O DEUS DE SPINOZA
Agilson Cerqueira
Se a necessidade de acreditar em Deus ainda
habita teu espírito, acredita no Deus de Spinoza.
Não no Deus que recompensa alguns e castiga
outros; não no Deus que intervém para alterar o curso da natureza, suspendendo
as leis que Ele próprio teria criado. Acredita naquele que não se ofende com
perguntas, porque toda pergunta sincera já é uma forma de reverência.
Esse Deus não vive escondido atrás das nuvens,
nem aguarda ser encontrado em templos de pedra. Sua morada é o universo. Está
no movimento silencioso das galáxias, no curso dos rios, na geometria das
folhas, na persistência das montanhas e na dança invisível das partículas que
sustentam a matéria.
Ele não fala por meio de profetas.

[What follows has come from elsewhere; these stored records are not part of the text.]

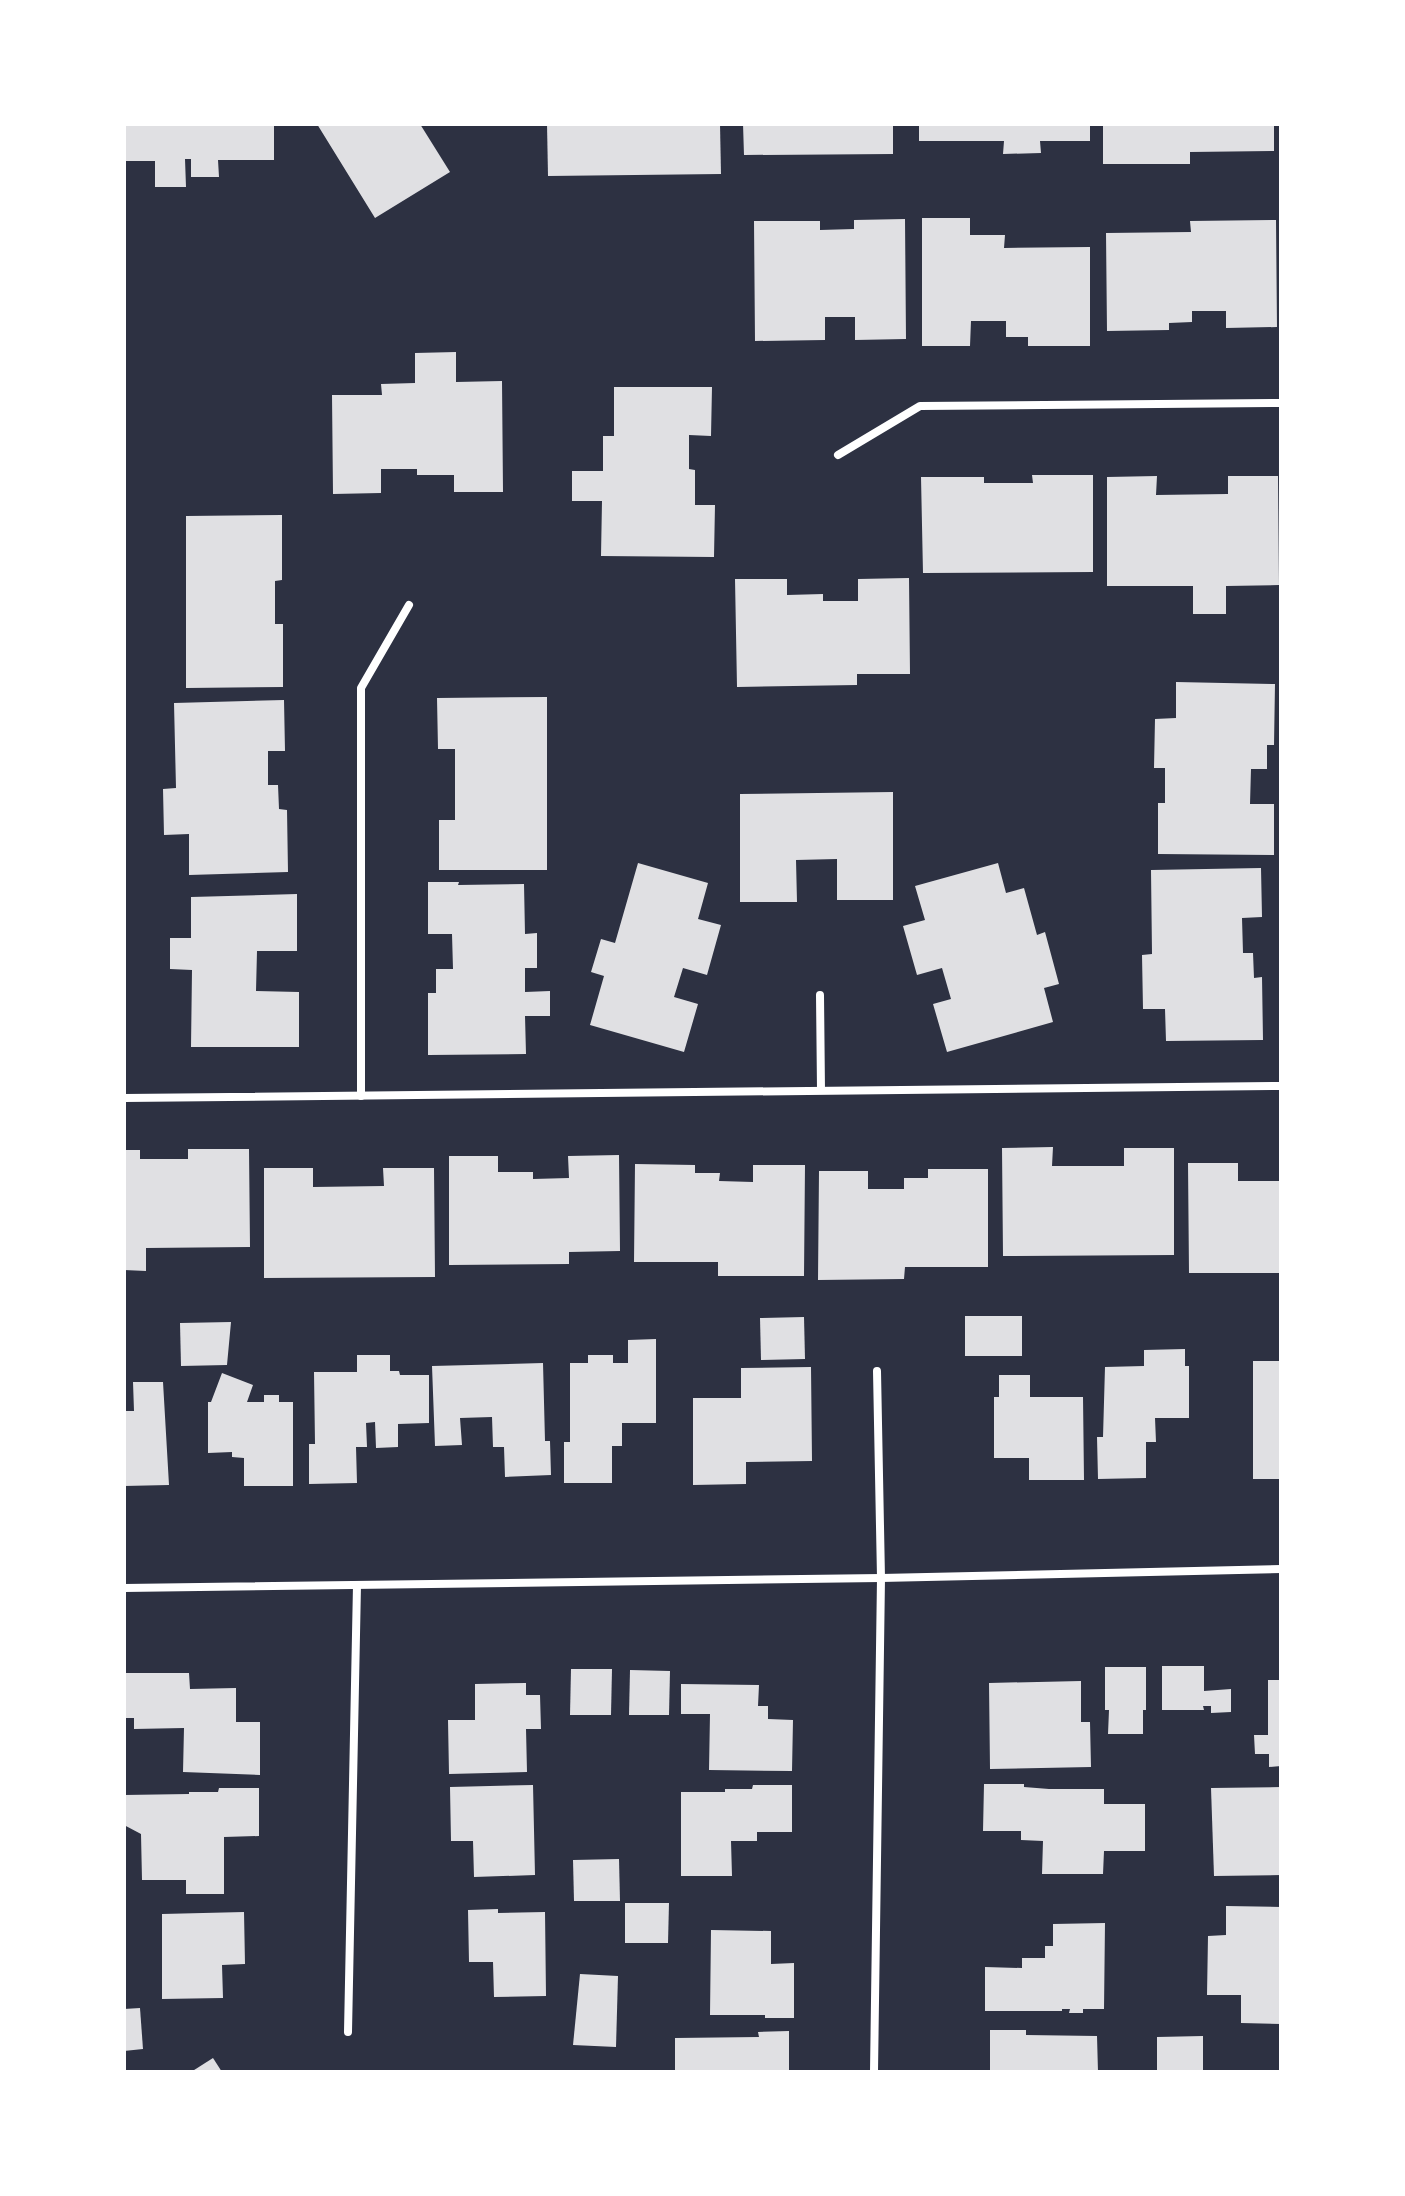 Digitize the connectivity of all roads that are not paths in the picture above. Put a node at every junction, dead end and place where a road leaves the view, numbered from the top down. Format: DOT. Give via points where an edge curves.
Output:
graph roads {
  1 [pos="1281,403"];
  2 [pos="838,455"];
  3 [pos="409,605"];
  4 [pos="820,995"];
  5 [pos="1281,1086"];
  6 [pos="821,1090"];
  7 [pos="361,1096"];
  8 [pos="124,1098"];
  9 [pos="877,1371"];
  10 [pos="1281,1569"];
  11 [pos="881,1578"];
  12 [pos="357,1585"];
  13 [pos="124,1588"];
  14 [pos="348,2032"];
  15 [pos="874,2072"];
  1 -- 2 [label="street" via="920,406"];
  3 -- 7 [label="street" via="361,688"];
  4 -- 6 [label="street"];
  5 -- 6 [label="street"];
  6 -- 7 [label="street"];
  7 -- 8 [label="street"];
  9 -- 11 [label="street"];
  10 -- 11 [label="street"];
  11 -- 12 [label="street"];
  11 -- 15 [label="street"];
  12 -- 13 [label="street"];
  12 -- 14 [label="street"];
} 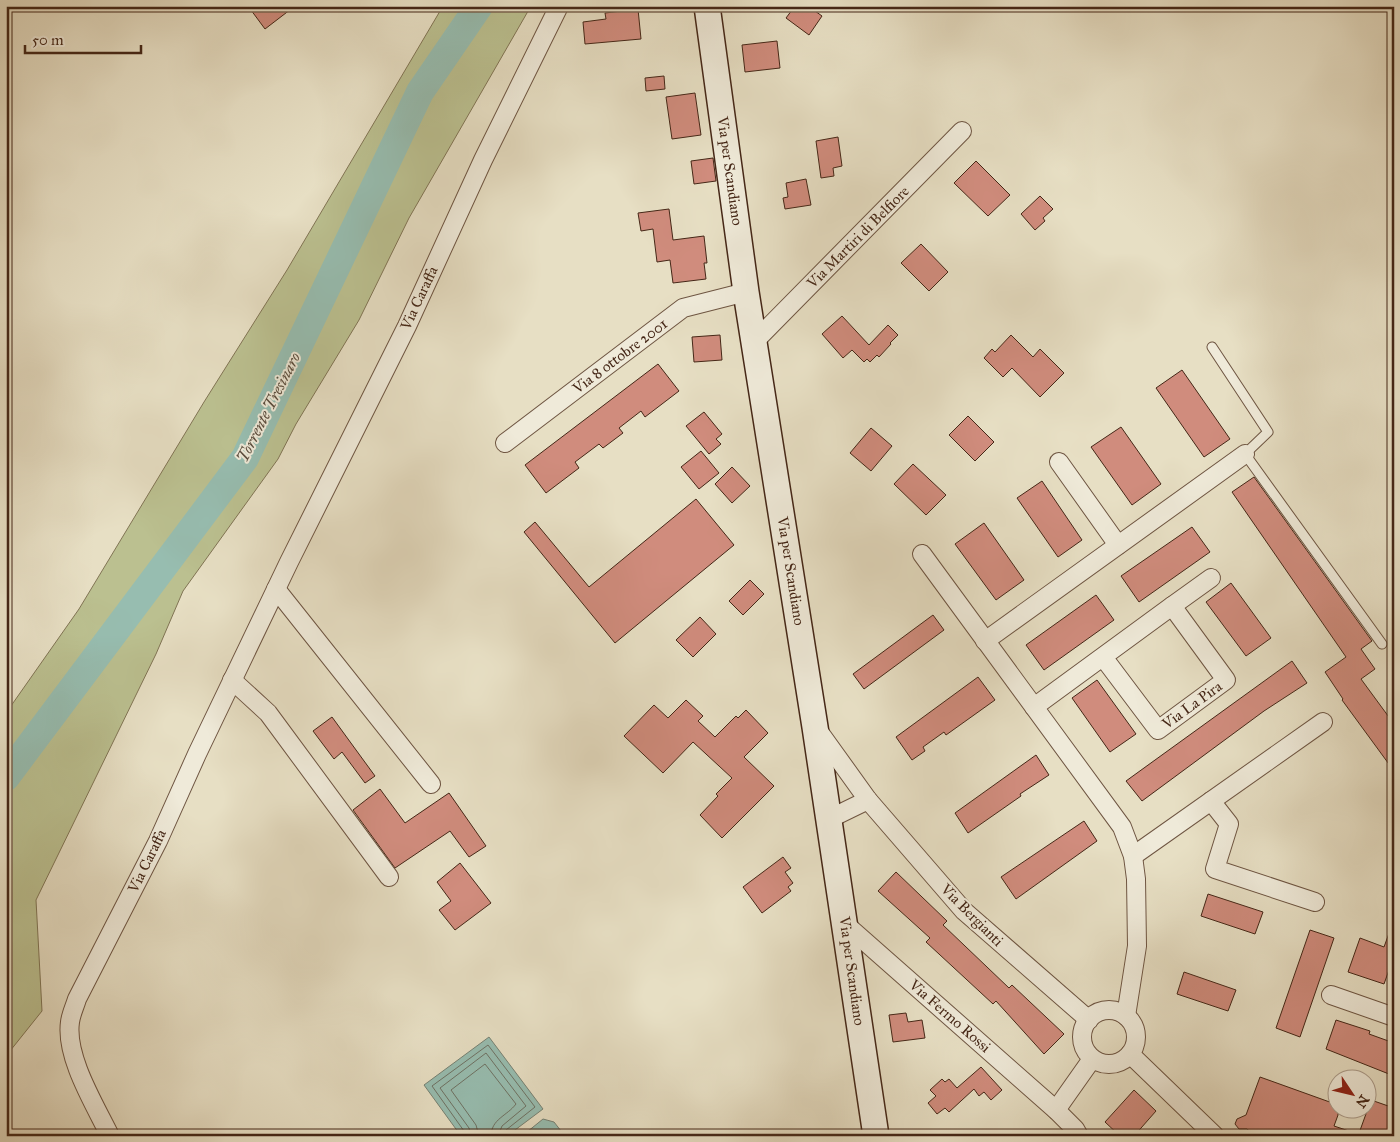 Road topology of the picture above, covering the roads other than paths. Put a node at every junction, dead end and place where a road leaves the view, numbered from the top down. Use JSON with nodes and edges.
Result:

Fala pela
gravidade que mantém os mundos em equilíbrio; pela luz que atravessa milhões de
anos para alcançar nossos olhos; pela semente que rompe a terra sem jamais ter
estudado botânica; pelo nascimento e pela morte, que obedecem à mesma ordem
eterna da existência.
Não deseja submissão, mas compreensão.
Conhecer uma árvore, compreender um rio,
admirar uma nebulosa ou reconhecer a complexidade de uma única célula talvez
seja uma forma mais profunda de oração do que muitas palavras repetidas sem
reflexão.
Nesse Deus não existe separação entre o
sagrado e o natural. A natureza não é sua obra; ela é sua própria manifestação.
Tudo o que existe participa da mesma realidade infinita. Nós não estamos diante
dela como espectadores. Somos uma expressão passageira dessa imensa totalidade
que chamamos de Universo.
Talvez por isso o espanto seja mais importante
que a certeza. A dúvida não enfraquece a fé; amplia o horizonte do
conhecimento. Quem pergunta com honestidade aproxima-se mais do mistério do que
quem acredita possuir todas as respostas.
Esse Deus não promete um paraíso futuro como
recompensa. O paraíso possível é a consciência desperta, capaz de perceber a
extraordinária beleza daquilo que sempre esteve diante de nós e que, por
hábito, deixamos de contemplar.
A liberdade não nasce do medo do castigo, mas
da compreensão da ordem que sustenta todas as coisas. Amar esse Deus é amar a
realidade como ela é, com suas leis, seus ciclos, suas transformações e sua
infinita capacidade de criar formas de existência.
Se precisares acreditar, acredita nesse Deus.
No Deus que não pertence a uma religião, a um povo ou a um livro.
Porque, talvez, o maior ato de fé não seja esperar um milagre.
Talvez seja contemplar o Universo,
reconhecer-se parte dele e compreender, com humilde serenidade, que conhecer a
Natureza é aproximar-se do infinito.